_Problem:_
I'd like the entries reproduced exactly, with all pictures omitted.

━━━━━━━━━━

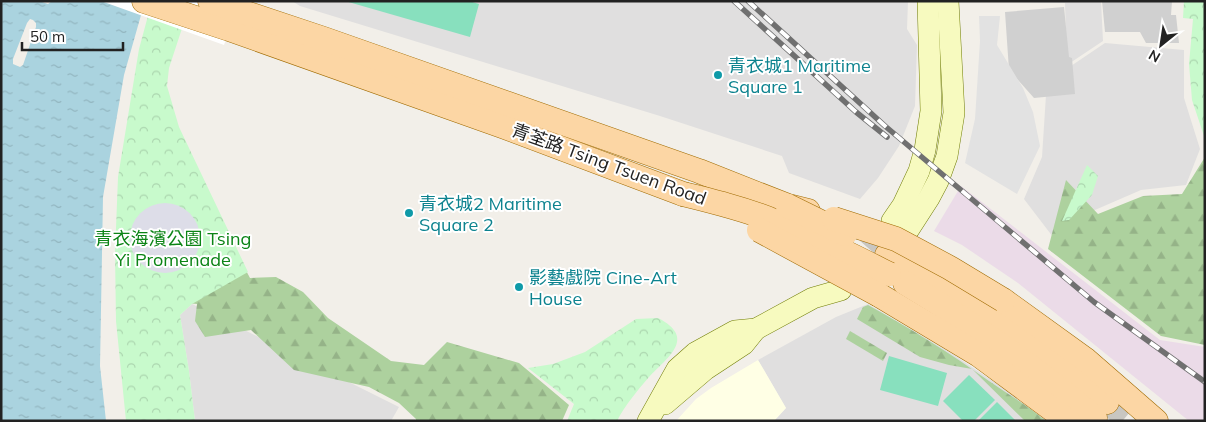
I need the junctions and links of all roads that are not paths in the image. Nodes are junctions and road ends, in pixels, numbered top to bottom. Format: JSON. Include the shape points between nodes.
{"nodes":[{"id":1,"x":144,"y":1,"type":"edge"},
{"id":2,"x":210,"y":1,"type":"edge"},
{"id":3,"x":928,"y":1,"type":"edge"},
{"id":4,"x":948,"y":1,"type":"edge"},
{"id":5,"x":949,"y":42,"type":"junction"},
{"id":6,"x":929,"y":74,"type":"junction"},
{"id":7,"x":683,"y":194,"type":"junction"},
{"id":8,"x":788,"y":206,"type":"junction"},
{"id":9,"x":837,"y":284,"type":"tunnel mouth"},
{"id":10,"x":649,"y":418,"type":"edge"},
{"id":11,"x":1155,"y":419,"type":"edge"},
{"id":12,"x":1068,"y":421,"type":"edge"}],
"edges":[{"from":1,"to":7,"type":"main road","name":"青荃路 Tsing Tsuen Road","via":[[502,126]]},
{"from":2,"to":8,"type":"main road","name":"青荃路 Tsing Tsuen Road","via":[[672,162]]},
{"from":3,"to":6,"type":"main road"},
{"from":4,"to":5,"type":"main road"},
{"from":5,"to":6,"type":"main road"},
{"from":5,"to":6,"type":"main road","via":[[954,113],[947,156],[929,198],[900,225],[903,205],[925,150],[931,111]]},
{"from":7,"to":8,"type":"main road","name":"青荃路 Tsing Tsuen Road","bridge":true,"via":[[738,208],[842,250],[950,310],[1101,410],[1018,335],[912,268]]},
{"from":7,"to":12,"type":"main road","bridge":true,"via":[[824,264],[942,332],[979,355]]},
{"from":8,"to":11,"type":"main road","bridge":true,"via":[[896,238],[950,268],[1054,336]]},
{"from":9,"to":10,"type":"main road","via":[[756,329],[735,331],[695,353],[677,369]]}]}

━━━━━━━━━━

_Solved problem:_
I need the junctions and links of all roads that are not paths in the image. Nodes are junctions and road ends, in pixels, numbered top to bottom. Format: JSON. Include the shape points between nodes.
{"nodes":[{"id":1,"x":144,"y":1,"type":"edge"},
{"id":2,"x":210,"y":1,"type":"edge"},
{"id":3,"x":928,"y":1,"type":"edge"},
{"id":4,"x":948,"y":1,"type":"edge"},
{"id":5,"x":949,"y":42,"type":"junction"},
{"id":6,"x":929,"y":74,"type":"junction"},
{"id":7,"x":683,"y":194,"type":"junction"},
{"id":8,"x":788,"y":206,"type":"junction"},
{"id":9,"x":837,"y":284,"type":"tunnel mouth"},
{"id":10,"x":649,"y":418,"type":"edge"},
{"id":11,"x":1155,"y":419,"type":"edge"},
{"id":12,"x":1068,"y":421,"type":"edge"}],
"edges":[{"from":1,"to":7,"type":"main road","name":"青荃路 Tsing Tsuen Road","via":[[502,126]]},
{"from":2,"to":8,"type":"main road","name":"青荃路 Tsing Tsuen Road","via":[[672,162]]},
{"from":3,"to":6,"type":"main road"},
{"from":4,"to":5,"type":"main road"},
{"from":5,"to":6,"type":"main road"},
{"from":5,"to":6,"type":"main road","via":[[954,113],[947,156],[929,198],[900,225],[903,205],[925,150],[931,111]]},
{"from":7,"to":8,"type":"main road","name":"青荃路 Tsing Tsuen Road","bridge":true,"via":[[738,208],[842,250],[950,310],[1101,410],[1018,335],[912,268]]},
{"from":7,"to":12,"type":"main road","bridge":true,"via":[[824,264],[942,332],[979,355]]},
{"from":8,"to":11,"type":"main road","bridge":true,"via":[[896,238],[950,268],[1054,336]]},
{"from":9,"to":10,"type":"main road","via":[[756,329],[735,331],[695,353],[677,369]]}]}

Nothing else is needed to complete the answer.